(Records contained in a dataset)
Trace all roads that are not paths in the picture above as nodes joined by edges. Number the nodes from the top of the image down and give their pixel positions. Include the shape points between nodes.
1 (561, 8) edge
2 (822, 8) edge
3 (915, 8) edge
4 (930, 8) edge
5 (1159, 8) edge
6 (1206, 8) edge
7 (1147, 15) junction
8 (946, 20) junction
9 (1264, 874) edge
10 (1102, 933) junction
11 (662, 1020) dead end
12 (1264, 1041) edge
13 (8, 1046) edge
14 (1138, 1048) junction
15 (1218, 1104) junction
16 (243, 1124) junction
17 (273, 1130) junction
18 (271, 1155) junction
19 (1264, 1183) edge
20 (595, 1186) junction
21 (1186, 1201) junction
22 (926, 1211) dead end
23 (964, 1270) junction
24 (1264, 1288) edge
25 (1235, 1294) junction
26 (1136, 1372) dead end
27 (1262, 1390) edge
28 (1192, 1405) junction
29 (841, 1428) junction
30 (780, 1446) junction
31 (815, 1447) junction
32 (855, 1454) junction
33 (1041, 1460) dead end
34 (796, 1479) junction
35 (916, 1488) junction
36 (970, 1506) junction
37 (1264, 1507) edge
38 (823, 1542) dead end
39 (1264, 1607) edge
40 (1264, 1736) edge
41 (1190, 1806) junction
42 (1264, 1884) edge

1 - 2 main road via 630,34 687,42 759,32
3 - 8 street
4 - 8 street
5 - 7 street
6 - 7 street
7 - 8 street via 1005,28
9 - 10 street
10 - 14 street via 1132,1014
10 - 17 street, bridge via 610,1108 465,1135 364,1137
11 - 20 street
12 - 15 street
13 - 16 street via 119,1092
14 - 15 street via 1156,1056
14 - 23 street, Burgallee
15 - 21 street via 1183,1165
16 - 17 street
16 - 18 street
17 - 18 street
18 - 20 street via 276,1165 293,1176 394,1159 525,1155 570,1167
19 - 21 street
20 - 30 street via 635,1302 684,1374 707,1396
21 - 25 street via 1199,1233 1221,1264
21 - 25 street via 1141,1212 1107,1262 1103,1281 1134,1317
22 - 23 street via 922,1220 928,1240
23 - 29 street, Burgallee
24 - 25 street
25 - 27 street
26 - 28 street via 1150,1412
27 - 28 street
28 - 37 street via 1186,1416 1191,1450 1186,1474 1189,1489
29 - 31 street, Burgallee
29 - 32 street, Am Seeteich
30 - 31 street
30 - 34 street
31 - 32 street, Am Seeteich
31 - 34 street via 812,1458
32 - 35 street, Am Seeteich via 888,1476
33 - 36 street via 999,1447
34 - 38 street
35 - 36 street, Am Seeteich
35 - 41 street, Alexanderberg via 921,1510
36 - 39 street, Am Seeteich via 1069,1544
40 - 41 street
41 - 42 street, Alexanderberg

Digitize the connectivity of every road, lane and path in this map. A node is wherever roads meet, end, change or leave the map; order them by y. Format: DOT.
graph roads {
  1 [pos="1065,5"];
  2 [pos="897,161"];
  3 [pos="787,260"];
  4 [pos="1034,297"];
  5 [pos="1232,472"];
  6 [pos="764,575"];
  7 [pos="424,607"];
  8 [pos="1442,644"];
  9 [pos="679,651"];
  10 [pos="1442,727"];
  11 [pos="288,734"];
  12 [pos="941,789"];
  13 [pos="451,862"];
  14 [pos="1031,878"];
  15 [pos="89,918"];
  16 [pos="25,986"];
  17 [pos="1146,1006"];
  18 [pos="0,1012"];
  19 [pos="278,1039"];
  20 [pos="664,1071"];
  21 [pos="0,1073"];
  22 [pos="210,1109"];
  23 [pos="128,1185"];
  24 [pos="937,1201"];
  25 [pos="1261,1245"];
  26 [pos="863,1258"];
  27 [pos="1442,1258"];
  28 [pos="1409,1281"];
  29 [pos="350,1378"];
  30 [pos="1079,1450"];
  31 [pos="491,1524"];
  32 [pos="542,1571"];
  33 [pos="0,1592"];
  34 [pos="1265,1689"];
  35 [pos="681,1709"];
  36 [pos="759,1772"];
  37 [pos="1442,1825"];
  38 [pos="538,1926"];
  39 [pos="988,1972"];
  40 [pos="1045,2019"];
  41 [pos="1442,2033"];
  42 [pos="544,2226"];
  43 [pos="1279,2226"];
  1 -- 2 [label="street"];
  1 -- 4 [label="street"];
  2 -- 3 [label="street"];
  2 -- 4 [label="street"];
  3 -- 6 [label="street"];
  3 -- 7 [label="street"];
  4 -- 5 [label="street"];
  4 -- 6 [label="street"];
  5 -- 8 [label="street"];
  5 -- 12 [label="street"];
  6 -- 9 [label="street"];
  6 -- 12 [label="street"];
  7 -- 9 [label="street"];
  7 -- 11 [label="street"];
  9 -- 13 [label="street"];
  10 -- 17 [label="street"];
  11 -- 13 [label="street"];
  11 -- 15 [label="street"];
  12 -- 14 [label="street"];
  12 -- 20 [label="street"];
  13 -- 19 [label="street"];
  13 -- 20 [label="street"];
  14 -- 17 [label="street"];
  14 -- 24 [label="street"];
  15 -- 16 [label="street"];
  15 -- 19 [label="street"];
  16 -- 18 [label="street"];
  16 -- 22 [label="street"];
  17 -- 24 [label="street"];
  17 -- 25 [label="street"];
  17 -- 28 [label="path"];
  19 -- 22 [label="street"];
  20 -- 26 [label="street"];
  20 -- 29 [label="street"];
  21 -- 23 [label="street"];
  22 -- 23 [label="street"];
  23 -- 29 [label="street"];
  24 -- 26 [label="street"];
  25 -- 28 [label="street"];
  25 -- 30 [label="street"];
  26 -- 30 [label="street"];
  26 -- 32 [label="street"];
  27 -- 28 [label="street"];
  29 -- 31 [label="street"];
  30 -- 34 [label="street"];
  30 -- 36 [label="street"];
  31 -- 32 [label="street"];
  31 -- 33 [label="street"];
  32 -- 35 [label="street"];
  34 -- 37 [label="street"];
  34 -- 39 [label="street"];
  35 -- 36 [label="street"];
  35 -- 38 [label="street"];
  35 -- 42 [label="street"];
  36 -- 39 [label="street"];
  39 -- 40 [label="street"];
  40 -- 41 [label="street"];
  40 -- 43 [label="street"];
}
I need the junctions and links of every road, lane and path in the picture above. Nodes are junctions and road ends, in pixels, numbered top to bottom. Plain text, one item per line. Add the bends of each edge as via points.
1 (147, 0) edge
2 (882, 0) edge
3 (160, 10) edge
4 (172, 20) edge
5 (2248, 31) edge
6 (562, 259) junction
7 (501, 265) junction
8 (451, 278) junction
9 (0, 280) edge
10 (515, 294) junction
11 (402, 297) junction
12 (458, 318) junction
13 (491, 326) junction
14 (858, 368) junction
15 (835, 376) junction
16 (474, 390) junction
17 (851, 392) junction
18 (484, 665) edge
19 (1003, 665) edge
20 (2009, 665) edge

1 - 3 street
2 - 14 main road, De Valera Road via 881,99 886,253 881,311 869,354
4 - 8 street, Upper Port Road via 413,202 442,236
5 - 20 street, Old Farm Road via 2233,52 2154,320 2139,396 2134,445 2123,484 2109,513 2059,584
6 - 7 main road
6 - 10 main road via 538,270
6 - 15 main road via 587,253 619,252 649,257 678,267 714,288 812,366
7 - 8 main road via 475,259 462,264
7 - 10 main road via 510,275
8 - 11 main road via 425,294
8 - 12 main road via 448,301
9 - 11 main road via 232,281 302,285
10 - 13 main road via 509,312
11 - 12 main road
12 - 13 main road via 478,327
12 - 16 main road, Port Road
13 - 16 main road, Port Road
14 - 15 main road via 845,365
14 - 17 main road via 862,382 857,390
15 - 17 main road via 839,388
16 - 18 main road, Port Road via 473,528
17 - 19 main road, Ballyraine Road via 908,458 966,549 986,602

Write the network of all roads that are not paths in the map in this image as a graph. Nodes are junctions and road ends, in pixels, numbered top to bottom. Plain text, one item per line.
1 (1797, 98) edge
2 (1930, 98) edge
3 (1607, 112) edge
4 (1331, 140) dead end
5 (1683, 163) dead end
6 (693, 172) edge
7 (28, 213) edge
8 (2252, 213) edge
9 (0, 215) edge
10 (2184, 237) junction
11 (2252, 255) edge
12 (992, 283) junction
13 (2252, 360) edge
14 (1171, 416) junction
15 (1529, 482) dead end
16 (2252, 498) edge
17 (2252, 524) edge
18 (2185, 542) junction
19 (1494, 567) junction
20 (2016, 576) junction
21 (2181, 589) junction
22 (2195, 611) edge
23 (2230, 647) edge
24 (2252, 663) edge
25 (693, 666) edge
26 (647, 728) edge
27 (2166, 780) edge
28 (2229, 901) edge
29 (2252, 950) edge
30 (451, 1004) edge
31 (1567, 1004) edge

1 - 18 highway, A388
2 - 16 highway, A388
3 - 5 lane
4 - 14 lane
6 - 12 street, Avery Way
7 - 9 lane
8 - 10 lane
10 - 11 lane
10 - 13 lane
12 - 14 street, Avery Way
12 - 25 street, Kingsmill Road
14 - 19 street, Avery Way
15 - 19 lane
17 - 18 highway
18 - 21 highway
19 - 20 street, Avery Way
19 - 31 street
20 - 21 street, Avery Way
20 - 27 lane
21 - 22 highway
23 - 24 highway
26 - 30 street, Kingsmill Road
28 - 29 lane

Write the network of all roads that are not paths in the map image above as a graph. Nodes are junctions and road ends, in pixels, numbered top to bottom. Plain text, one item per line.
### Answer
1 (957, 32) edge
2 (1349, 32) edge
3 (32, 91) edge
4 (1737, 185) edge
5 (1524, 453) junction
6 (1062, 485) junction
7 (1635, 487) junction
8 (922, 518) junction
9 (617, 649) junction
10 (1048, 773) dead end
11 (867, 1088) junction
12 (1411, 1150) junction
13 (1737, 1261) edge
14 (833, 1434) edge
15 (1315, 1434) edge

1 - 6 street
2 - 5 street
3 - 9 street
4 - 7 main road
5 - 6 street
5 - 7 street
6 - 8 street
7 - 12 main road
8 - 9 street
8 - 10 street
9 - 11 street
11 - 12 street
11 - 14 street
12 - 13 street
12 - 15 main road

* About this task *
Check each line above for "network" and return the ones that have it.

* Answer to this task *
Write the network of all roads that are not paths in the map in this image as a graph. Nodes are junctions and road ends, in pixels, numbered top to bottom. Plain text, one item per line.
Write the network of all roads that are not paths in the map image above as a graph. Nodes are junctions and road ends, in pixels, numbered top to bottom. Plain text, one item per line.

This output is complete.